Smarter Solutions.

Syn offers complete control of your linkage configuration with a powerful force-based solving engine. Support for fully floating shocks, slider-element systems, moving idlers, brake-arms and any arrangement of links from single pivots through to six-bar.


Eliminate endless trial and error by leveraging powerful global optimization algorithms on high speed cloud servers. Enter boundary conditions for your point positions, draw the curves you want to generate and let the solver run. Quickly narrow in on what's possible for your layout.


The best results require iteration. Avoid complicated CAD analysis and adjust designs using linkage flip chips, suspension size changes, and components like cockpit parts or anglesets. Get real-time feedback with updated curves and comprehensive geometry comparison charts. Save multiple chip configurations to quickly switch between setups while analysing.

Better Kinematics.

Analyzing bike performance digitally requires more than just a review of leverage and anti-squat. With the myriad of spring configurations, linkage arrangements and fitment constraints better tools are needed to see how your platform will act. We provide new metrics and refined definition to existing ones.


Leverage is how much force your shock will see relative to a given wheel force. By looking at several different directions of input forces the wheels reaction to trail input can be better analyzed. We offer the classic vertical leverage rate, a sag-normalized rate, and a square edge bump rate. Comparing the different leverages can offer insight into how your bike will balance rider support with impact absorption.

Wheel Properties

Looking at spring rates and forces at the wheel allows you to directly determine what the rider will feel. By factoring in air can configurations, volume spacers, and coil spring rates a complete picture of mid-stroke support and progression can be created.

Energy Absorption

The influence of volume spacers and spring rates makes determining a bikes resistance to bottoming out nearly impossible with only leverage rates. The system energy absorbed is a precise metric to see how a platform will deal with large impact events. When combined with wheel force and wheel rate plots the tradeoffs between bottom-out (progression) and midstroke support can be balanced.

Defined Geometry.

Syn includes an efficient geometry solver for fast iteration and review of the bike fit, steering geometry, and the impacts on suspension. Quickly change base dimensions like fork length, desired seatpost insertion, and effective STA and let the parametric engine update the derivative geometry in real time.

Total Fit

By including spec parameters such as stem length, bar dimensions, and nominal saddle heights a more accurate measure of rider fit can be generated.

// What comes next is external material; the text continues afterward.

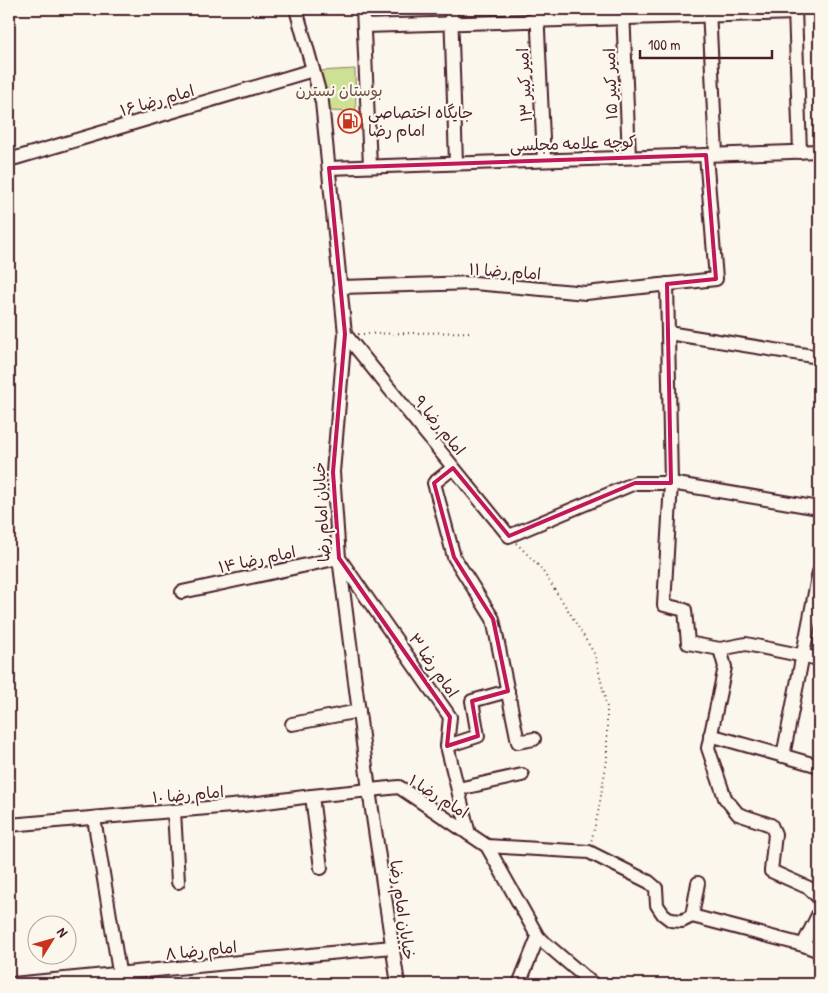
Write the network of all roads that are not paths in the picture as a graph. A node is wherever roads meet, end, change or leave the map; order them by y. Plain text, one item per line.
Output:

Syn provides a single combined measurement for this. Seated fit is defined as the distance from the centre of the seat axis at the given saddle height to the center of the grips.

Seat Tube Geometry

Seat tube angles are one of the most talked about geometry numbers of modern bike while also remaining one of the most poorly defined. The inclusion of a nominal saddle heights eliminates confusion and provides an accurate metric for saddle placement regardless of the discrepancy between actual and effective seat tube angles.

An additional parameter for required seatpost insertion provides instant and early visibility to potential clearance issues between tires, shock, and seat tubes which can be a major pain point with long dropper, large wheeled bikes.

Easy Import/Export.

Configurable solver resolution and one-click data export provide easy interfacing with third-party analysis tools. JSON parseable bike files allow easy integration with macro routines. Custom export formats available on request for enterprise usage.

Spring data can be easily imported and processed using a comprehensive toolset to interpolate between volume spacers, remove non-numeric data, convert units, and shift data points to even grid spacing.